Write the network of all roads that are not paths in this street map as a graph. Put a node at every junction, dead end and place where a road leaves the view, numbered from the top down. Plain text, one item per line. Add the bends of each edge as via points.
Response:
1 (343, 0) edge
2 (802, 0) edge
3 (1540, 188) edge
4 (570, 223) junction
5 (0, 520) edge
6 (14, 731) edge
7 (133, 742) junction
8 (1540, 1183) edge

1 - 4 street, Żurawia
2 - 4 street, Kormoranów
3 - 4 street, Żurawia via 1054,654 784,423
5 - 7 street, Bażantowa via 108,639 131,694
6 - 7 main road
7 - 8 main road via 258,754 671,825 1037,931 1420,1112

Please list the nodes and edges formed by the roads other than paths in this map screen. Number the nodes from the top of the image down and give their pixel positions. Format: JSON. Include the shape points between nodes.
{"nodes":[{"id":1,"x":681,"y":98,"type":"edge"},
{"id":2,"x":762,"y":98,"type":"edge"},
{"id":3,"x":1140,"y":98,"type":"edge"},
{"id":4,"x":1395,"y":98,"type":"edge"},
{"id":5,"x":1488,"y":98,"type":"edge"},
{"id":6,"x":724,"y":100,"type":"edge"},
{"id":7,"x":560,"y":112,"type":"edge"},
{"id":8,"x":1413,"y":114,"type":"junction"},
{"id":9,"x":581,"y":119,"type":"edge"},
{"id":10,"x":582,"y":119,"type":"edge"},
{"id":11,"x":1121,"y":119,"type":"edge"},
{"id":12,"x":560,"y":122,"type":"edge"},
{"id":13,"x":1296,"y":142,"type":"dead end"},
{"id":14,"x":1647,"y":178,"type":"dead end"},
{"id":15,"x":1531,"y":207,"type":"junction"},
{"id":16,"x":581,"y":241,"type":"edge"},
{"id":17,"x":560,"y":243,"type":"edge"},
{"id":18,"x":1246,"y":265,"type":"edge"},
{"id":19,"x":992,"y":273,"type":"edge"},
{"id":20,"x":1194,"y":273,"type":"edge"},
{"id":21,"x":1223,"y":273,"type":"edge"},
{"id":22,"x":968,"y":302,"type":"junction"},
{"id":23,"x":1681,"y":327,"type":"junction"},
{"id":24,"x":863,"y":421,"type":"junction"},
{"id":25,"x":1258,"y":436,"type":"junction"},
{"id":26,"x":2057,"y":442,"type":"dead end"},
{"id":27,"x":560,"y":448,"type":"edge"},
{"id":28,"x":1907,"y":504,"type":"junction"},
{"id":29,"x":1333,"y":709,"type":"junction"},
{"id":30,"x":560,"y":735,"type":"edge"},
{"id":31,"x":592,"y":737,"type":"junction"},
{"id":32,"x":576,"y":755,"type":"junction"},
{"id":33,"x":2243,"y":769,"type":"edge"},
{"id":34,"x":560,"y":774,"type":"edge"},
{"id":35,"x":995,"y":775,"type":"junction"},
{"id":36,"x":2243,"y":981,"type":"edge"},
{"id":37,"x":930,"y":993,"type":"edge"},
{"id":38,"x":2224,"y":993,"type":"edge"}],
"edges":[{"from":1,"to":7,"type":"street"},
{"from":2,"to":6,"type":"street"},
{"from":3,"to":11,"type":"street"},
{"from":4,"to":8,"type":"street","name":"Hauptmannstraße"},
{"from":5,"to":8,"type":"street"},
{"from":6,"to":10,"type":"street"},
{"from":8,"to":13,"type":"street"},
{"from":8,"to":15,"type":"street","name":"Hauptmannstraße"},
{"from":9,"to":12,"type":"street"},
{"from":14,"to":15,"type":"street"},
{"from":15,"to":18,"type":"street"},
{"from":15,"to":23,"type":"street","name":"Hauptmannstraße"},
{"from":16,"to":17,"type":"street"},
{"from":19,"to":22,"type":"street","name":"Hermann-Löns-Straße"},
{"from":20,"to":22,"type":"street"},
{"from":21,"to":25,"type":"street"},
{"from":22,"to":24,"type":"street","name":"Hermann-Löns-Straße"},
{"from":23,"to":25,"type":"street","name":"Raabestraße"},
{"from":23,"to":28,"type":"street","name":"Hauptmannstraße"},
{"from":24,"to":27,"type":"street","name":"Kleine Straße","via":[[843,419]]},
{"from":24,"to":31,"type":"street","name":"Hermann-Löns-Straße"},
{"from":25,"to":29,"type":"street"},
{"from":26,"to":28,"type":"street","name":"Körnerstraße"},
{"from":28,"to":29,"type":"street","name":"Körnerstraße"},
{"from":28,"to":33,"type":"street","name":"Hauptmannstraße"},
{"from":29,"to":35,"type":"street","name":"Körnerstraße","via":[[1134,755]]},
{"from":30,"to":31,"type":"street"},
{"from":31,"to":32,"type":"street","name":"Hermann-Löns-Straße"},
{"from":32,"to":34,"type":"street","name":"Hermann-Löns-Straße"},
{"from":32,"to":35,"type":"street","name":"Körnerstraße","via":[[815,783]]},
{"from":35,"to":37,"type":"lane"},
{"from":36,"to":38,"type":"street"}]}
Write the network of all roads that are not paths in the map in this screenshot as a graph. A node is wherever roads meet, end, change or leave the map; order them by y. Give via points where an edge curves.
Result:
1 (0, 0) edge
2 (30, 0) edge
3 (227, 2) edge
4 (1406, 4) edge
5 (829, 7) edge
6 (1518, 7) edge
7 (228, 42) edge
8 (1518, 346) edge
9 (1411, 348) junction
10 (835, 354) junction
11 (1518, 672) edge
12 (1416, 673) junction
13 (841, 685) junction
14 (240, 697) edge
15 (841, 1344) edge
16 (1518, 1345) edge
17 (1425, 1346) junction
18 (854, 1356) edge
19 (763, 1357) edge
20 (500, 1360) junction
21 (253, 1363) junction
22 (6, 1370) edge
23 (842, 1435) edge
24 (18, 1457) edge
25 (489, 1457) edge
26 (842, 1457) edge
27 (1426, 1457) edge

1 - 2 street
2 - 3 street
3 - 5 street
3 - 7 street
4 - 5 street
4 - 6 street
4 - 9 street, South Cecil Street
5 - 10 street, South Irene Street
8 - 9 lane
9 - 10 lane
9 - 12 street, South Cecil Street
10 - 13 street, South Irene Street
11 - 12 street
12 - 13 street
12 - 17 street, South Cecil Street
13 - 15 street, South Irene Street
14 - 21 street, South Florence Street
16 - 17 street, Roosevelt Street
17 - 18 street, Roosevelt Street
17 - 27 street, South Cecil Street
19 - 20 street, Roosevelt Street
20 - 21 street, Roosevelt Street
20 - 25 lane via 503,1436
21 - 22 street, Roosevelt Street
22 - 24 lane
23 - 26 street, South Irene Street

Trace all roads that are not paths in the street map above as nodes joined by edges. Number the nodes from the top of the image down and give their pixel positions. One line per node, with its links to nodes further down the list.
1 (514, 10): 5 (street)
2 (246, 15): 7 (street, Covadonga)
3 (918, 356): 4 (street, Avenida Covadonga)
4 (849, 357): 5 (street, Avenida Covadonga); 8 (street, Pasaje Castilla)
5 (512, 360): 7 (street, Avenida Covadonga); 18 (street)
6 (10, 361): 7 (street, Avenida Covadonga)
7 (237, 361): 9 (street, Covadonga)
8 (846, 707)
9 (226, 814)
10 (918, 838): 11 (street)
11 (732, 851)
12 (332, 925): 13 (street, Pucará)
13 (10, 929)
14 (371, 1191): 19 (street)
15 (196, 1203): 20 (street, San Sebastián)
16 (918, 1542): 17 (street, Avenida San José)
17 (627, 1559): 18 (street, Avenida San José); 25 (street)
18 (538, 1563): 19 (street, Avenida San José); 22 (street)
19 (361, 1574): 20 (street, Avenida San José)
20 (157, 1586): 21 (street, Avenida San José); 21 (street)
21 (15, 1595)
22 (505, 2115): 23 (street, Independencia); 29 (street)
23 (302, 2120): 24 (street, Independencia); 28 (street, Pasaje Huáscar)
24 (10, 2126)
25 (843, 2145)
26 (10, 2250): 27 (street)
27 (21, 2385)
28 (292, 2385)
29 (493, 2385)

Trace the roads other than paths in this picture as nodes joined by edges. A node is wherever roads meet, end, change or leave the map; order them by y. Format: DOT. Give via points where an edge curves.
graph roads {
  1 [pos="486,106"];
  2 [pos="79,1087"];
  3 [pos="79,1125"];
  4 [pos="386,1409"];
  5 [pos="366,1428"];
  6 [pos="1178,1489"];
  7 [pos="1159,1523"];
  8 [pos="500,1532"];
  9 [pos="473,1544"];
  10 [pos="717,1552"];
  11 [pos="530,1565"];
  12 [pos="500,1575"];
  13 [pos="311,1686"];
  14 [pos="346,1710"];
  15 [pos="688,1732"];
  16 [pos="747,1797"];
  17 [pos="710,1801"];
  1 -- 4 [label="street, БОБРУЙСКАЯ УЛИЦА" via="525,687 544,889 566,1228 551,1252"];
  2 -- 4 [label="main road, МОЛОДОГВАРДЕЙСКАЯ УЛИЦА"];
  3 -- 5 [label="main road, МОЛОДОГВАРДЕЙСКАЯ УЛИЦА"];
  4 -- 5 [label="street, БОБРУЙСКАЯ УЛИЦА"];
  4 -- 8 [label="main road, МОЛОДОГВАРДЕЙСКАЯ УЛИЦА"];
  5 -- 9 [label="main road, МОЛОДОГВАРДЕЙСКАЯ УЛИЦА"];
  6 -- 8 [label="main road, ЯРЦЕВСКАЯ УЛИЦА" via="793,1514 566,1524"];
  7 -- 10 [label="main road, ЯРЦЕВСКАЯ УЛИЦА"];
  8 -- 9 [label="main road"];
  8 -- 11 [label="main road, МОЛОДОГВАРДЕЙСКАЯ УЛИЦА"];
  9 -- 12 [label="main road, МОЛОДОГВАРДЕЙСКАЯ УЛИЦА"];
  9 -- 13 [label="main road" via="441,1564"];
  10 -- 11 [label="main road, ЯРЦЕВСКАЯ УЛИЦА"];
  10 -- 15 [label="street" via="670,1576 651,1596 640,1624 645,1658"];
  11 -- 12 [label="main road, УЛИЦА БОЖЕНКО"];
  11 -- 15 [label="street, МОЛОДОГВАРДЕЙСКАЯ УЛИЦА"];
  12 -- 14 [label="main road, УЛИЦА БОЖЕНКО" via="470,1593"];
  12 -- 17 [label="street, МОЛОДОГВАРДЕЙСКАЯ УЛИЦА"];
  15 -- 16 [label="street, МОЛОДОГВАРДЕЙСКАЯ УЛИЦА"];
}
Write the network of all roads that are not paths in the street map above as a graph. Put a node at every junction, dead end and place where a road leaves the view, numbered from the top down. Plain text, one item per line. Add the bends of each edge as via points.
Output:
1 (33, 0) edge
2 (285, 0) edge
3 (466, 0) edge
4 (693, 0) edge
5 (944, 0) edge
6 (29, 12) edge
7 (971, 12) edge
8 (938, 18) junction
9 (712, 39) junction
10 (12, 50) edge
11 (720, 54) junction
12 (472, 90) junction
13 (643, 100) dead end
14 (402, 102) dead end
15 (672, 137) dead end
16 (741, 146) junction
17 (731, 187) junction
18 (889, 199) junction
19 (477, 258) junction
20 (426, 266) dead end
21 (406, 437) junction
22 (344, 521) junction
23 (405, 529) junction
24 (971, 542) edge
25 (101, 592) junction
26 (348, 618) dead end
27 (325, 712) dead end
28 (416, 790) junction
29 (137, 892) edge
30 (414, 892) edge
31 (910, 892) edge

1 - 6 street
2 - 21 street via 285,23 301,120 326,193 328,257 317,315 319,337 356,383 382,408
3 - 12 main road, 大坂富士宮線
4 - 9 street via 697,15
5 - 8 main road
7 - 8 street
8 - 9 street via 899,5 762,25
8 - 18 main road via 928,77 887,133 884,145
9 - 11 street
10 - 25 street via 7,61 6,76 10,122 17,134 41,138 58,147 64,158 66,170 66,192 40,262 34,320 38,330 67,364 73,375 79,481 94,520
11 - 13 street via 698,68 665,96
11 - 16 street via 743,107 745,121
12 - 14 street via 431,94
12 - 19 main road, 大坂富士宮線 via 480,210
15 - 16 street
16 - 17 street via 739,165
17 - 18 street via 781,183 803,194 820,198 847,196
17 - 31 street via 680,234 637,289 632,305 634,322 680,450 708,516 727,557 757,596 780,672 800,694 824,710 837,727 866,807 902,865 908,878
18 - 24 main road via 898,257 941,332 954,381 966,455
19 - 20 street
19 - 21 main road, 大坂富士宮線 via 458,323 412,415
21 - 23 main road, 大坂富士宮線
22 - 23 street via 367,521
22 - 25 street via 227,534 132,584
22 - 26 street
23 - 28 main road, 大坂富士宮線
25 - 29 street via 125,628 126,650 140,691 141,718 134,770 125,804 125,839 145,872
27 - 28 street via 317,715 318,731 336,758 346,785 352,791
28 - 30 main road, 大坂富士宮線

> PROBLEM STATEMENT
Exactly how many lines in the listing above hold the string "than"? State the number by itself.

> SOLUTION
2